## Dataset extract
----

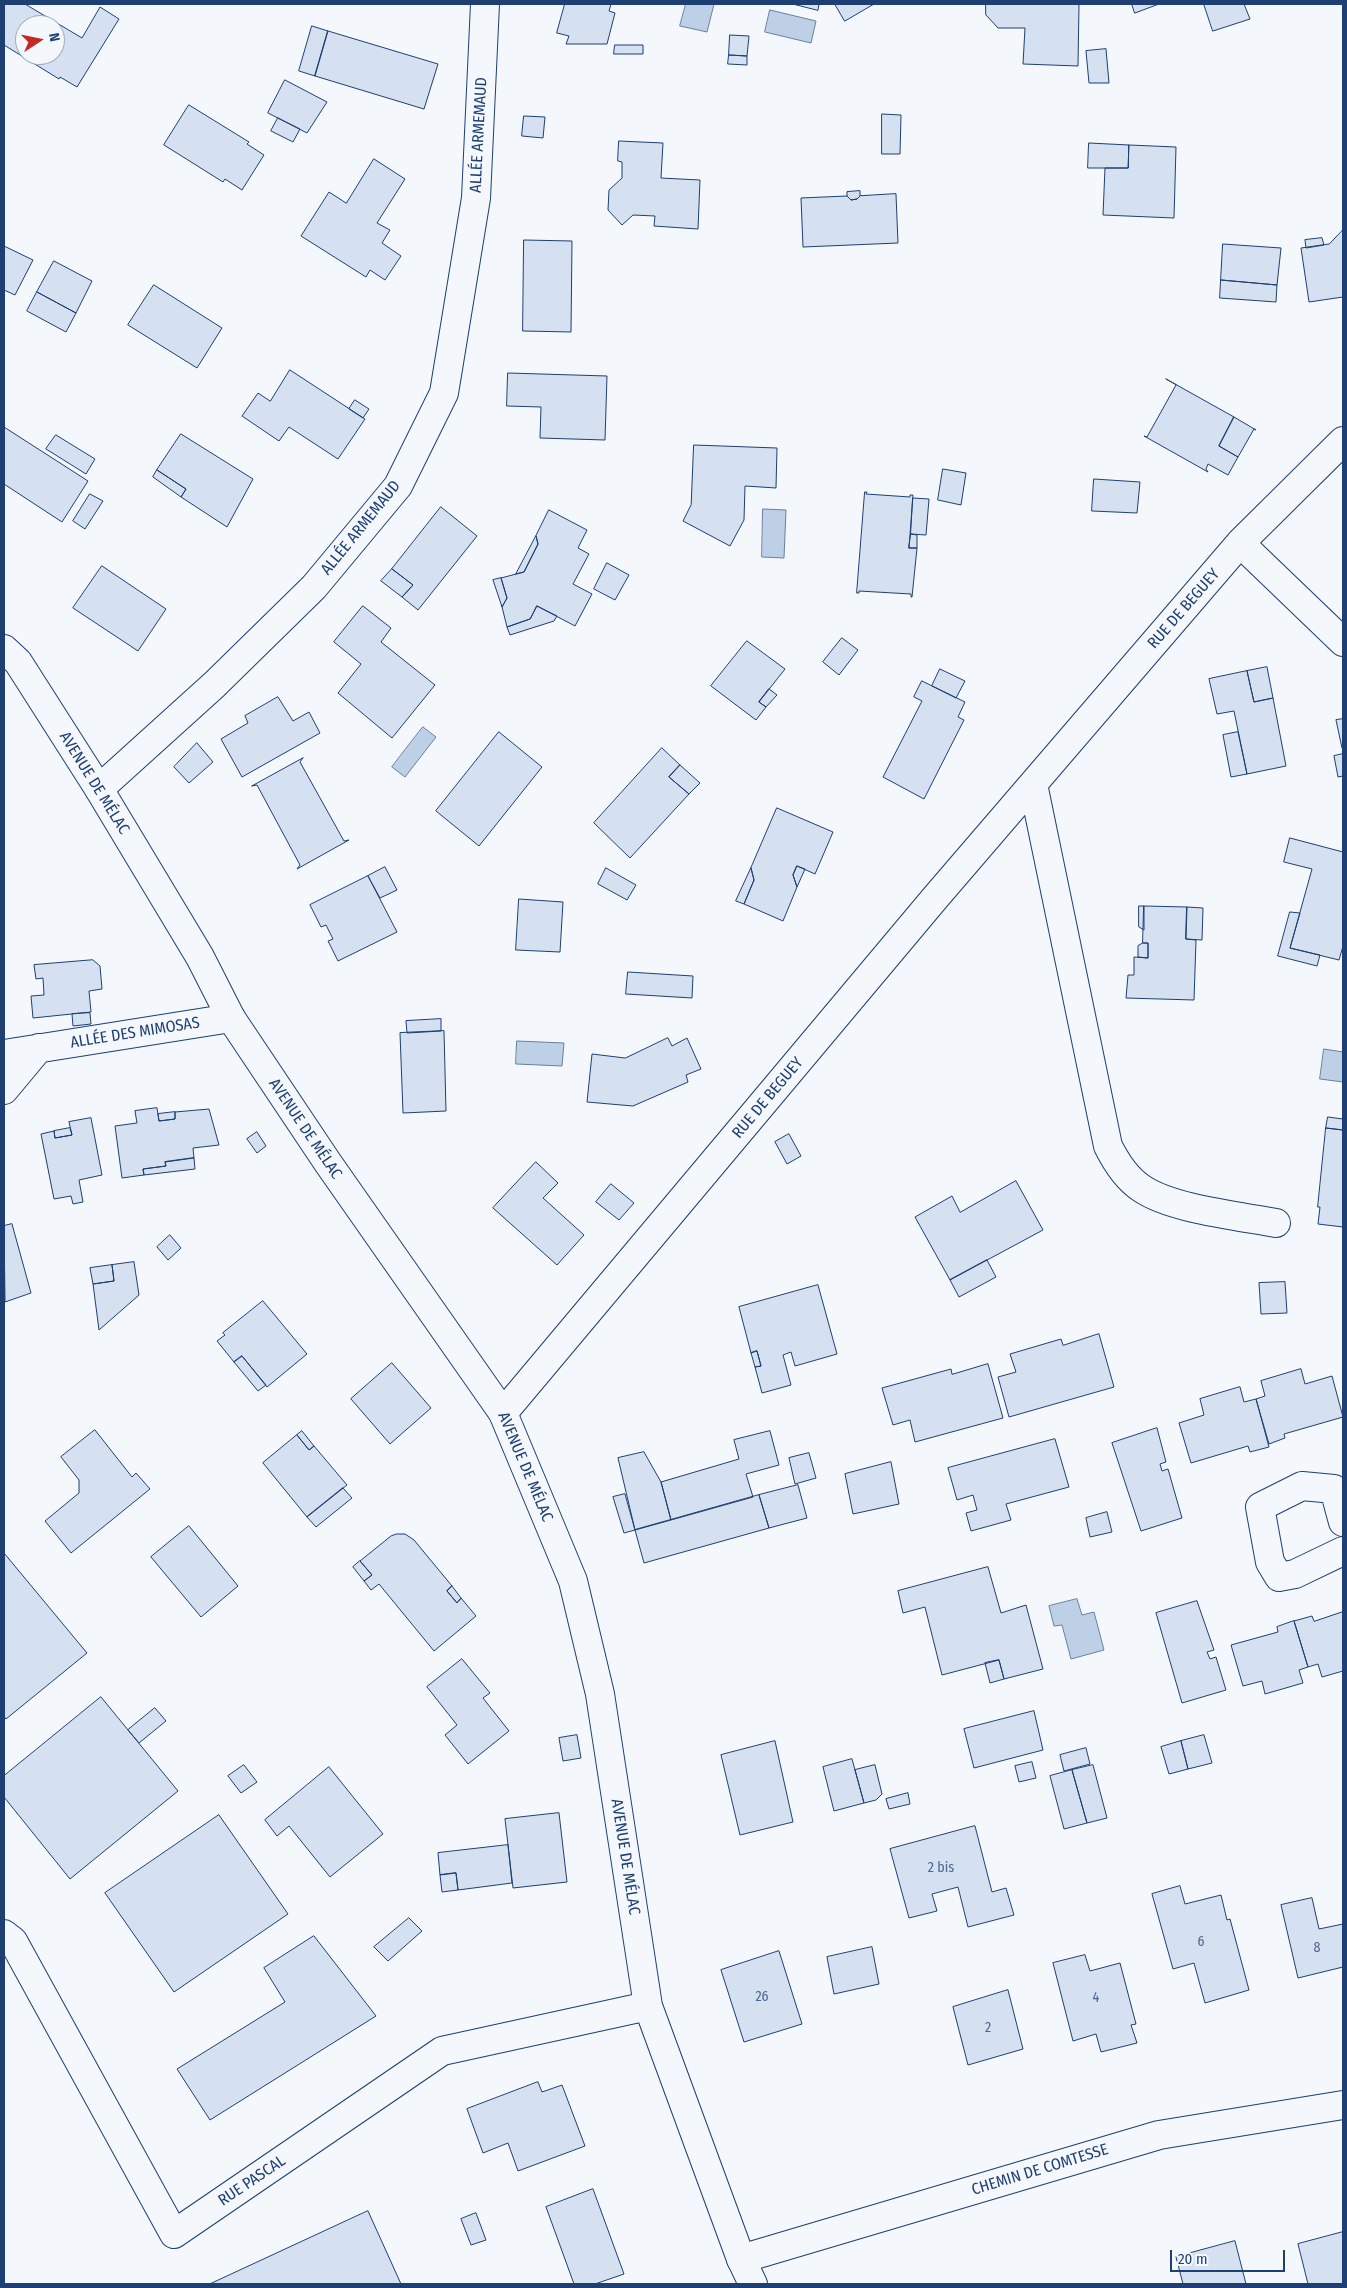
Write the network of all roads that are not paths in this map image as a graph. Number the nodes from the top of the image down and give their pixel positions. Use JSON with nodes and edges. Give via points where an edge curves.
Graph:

----

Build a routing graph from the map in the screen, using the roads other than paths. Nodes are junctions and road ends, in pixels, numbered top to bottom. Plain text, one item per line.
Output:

----

## Exercise
Using the records above, copy all lines that include the word "from".

## Answer box
Write the network of all roads that are not paths in this map image as a graph. Number the nodes from the top of the image down and give their pixel positions. Use JSON with nodes and edges. Give via points where an edge curves.
Build a routing graph from the map in the screen, using the roads other than paths. Nodes are junctions and road ends, in pixels, numbered top to bottom. Plain text, one item per line.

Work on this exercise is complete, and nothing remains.